Enhanced Bio-Oil Yield from Thermal Decomposition of Peanut Shells Using Termite Hill as the Catalyst

This study focused on the thermal degradation of peanut shells in the presence and absence of a termite hill as the catalyst. EDX, XRF, SEM, SAA and XRD were employed for the characterization of the termite hill. The bio-oil obtained from peanut shell pyrolysis was analyzed by GC-MS. To ascertain the kinetic parameters of the reaction, thermogravimetric analysis of peanut shells was carried out with and without a termite hill at heating rates of 3, 12, 20 and 30^◦C·min⁻¹ . TG/DTG of peanut shells revealed four steps of weight loss from 30 to 800^◦C. The weight loss was attributed to the evaporation of water and degradation of hemicellulose, cellulose and lignin.
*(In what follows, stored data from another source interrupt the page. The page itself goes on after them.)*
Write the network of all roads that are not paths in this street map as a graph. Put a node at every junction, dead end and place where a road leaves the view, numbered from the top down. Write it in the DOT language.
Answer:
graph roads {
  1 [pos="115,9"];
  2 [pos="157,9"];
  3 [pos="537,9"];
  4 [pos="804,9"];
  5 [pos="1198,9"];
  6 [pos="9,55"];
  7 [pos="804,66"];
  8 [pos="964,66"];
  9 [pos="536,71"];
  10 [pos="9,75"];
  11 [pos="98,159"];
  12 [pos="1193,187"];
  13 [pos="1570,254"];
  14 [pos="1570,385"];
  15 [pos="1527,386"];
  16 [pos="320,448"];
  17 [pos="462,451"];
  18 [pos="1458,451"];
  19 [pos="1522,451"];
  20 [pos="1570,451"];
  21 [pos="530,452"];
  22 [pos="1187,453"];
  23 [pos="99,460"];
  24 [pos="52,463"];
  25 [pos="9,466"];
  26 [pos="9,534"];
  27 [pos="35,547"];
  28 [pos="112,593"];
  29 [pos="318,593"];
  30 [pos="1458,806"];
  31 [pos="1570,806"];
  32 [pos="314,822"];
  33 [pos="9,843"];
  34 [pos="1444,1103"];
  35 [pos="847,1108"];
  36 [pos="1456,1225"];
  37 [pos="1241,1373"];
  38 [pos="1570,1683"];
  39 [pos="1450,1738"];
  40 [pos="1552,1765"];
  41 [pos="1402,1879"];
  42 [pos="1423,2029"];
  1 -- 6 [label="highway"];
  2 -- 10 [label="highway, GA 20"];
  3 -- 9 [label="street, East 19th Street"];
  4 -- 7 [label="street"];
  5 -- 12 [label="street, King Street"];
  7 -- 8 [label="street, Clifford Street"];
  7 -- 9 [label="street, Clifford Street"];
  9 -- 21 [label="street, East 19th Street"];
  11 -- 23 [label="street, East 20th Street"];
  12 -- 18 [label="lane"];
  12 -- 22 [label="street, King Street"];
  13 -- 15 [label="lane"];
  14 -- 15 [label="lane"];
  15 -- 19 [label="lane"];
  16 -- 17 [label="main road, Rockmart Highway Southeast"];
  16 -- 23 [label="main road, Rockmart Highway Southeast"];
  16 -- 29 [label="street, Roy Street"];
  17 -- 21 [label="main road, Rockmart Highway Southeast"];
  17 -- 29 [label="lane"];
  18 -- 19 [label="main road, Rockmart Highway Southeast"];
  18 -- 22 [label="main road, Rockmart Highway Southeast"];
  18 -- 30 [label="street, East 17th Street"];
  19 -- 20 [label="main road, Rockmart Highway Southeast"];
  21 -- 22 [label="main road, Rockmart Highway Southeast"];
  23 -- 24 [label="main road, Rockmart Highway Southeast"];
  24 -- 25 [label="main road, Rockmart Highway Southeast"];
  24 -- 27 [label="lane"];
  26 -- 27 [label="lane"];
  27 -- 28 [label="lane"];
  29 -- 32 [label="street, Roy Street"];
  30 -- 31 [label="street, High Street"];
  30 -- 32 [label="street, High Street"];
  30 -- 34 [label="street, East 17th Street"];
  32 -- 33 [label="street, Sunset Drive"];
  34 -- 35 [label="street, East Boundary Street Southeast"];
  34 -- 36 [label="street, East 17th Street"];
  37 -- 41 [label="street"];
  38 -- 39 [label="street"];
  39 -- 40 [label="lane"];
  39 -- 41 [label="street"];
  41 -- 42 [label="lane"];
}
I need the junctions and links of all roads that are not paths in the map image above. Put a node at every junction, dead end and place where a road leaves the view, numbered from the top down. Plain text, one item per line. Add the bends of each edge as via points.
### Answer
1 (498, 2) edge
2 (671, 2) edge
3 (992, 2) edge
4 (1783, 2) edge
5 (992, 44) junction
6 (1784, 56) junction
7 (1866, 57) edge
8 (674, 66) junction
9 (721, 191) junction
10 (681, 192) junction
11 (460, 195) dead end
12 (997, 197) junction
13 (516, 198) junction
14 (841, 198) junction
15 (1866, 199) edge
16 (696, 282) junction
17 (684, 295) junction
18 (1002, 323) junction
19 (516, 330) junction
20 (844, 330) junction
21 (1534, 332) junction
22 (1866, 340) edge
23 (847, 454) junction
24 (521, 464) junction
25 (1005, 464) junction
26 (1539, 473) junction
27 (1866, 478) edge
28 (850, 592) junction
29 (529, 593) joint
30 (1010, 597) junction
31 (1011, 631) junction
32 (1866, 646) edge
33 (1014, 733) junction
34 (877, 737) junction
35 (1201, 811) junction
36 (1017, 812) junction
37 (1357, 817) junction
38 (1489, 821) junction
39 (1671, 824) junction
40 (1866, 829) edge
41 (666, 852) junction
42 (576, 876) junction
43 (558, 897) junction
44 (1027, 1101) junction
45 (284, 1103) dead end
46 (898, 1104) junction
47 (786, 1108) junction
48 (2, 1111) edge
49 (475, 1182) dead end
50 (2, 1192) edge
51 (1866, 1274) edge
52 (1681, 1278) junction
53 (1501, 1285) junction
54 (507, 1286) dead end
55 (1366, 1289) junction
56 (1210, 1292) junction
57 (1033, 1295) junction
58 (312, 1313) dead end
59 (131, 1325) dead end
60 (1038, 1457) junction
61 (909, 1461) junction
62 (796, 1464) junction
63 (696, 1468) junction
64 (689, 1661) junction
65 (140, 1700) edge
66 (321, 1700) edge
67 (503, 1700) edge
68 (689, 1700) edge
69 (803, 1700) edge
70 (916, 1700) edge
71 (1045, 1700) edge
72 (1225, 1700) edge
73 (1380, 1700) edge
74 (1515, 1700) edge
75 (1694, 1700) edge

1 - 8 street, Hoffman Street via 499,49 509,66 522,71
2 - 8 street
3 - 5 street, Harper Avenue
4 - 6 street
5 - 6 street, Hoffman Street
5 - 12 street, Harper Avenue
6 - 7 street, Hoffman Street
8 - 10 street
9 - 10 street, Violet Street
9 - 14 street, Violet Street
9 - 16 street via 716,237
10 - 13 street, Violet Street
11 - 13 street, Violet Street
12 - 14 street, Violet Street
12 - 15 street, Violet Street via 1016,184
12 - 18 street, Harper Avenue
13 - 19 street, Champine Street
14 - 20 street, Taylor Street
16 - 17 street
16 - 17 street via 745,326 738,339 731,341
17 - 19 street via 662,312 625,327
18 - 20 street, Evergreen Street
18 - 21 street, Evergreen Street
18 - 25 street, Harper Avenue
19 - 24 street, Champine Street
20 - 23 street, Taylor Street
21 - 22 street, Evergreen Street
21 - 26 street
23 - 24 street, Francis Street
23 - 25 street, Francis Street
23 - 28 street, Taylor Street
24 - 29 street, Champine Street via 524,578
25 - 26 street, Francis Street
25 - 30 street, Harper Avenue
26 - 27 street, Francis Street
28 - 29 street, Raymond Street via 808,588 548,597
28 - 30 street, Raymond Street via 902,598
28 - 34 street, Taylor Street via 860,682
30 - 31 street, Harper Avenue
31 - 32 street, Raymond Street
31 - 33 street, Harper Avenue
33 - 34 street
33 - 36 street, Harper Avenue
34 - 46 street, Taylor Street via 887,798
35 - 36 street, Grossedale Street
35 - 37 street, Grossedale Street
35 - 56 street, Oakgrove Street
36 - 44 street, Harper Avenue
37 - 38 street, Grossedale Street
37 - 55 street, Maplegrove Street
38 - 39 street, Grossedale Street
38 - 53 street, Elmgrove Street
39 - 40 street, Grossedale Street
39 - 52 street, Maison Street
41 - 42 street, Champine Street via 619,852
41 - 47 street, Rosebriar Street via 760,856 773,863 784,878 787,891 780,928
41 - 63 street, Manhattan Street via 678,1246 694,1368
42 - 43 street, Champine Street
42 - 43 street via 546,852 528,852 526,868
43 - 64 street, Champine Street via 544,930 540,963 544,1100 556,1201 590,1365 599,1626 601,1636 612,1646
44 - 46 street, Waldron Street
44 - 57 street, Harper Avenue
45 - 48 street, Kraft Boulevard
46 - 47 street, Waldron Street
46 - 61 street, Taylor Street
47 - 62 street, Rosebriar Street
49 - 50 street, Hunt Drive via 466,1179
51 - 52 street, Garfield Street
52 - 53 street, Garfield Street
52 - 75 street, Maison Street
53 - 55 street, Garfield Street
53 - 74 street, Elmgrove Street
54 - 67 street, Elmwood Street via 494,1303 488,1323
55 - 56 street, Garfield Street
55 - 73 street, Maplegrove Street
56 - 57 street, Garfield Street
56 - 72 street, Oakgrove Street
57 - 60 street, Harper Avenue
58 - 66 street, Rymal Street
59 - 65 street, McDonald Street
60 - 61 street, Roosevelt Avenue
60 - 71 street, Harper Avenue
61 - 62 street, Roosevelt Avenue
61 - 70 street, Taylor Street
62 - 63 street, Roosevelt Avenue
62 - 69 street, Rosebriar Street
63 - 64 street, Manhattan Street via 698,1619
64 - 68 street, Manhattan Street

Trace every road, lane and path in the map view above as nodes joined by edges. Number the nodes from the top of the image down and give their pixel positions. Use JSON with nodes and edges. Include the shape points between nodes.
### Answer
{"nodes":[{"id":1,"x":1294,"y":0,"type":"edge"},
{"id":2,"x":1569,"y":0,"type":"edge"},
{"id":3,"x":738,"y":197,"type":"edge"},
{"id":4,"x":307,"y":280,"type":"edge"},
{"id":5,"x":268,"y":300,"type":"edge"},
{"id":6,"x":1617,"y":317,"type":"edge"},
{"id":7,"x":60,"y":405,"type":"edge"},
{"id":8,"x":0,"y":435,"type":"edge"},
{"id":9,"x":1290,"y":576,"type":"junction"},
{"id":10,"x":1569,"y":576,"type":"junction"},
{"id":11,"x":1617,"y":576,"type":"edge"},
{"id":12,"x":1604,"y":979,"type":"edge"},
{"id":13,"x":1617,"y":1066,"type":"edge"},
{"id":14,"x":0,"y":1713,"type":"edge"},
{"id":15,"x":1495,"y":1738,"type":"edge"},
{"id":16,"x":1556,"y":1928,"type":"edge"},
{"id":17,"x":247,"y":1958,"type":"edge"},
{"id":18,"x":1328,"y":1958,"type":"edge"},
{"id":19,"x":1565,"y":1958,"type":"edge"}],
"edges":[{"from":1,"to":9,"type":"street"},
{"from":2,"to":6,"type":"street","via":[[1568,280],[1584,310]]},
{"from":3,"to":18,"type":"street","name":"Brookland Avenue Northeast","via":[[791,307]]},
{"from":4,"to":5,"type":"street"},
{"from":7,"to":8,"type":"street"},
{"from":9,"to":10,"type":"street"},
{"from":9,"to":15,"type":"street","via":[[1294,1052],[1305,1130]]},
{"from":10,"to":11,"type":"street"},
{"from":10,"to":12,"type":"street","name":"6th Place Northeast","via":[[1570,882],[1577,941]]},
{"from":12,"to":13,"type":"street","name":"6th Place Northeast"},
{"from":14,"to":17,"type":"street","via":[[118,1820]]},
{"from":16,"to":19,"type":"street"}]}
The Kissinger method was applied for the evaluation of kinetic parameters. The activation energy (E) for the non-catalyzed degradation reactions of hemicellulose, cellulose and lignin was evaluated as 108.082, 116.396 and 182.908 kJ/mol, with a pre-exponential factor (A) of 1.9 × 10⁸, 2.42 × 10⁹ and 2.98 × 10¹¹ min⁻¹, respectively. Similarly, for the catalyzed reaction, the values of E and A were calculated as 66.512, 74.826 and 133.024 kJ/mol and 5.83 × 10⁶, 2.859 × 10⁷ and 1.46 × 10⁹ min⁻¹, respectively. The termite hill not only reduced the degradation temperature and activation energy but also modified the composition of the bio-oil. In the case of the non-catalyzed reaction, the bio-oil was found to consist of C₅-C₂₄, while catalytic pyrolysis produced more components ranging from C₄ to C₃₁ hydrocarbons.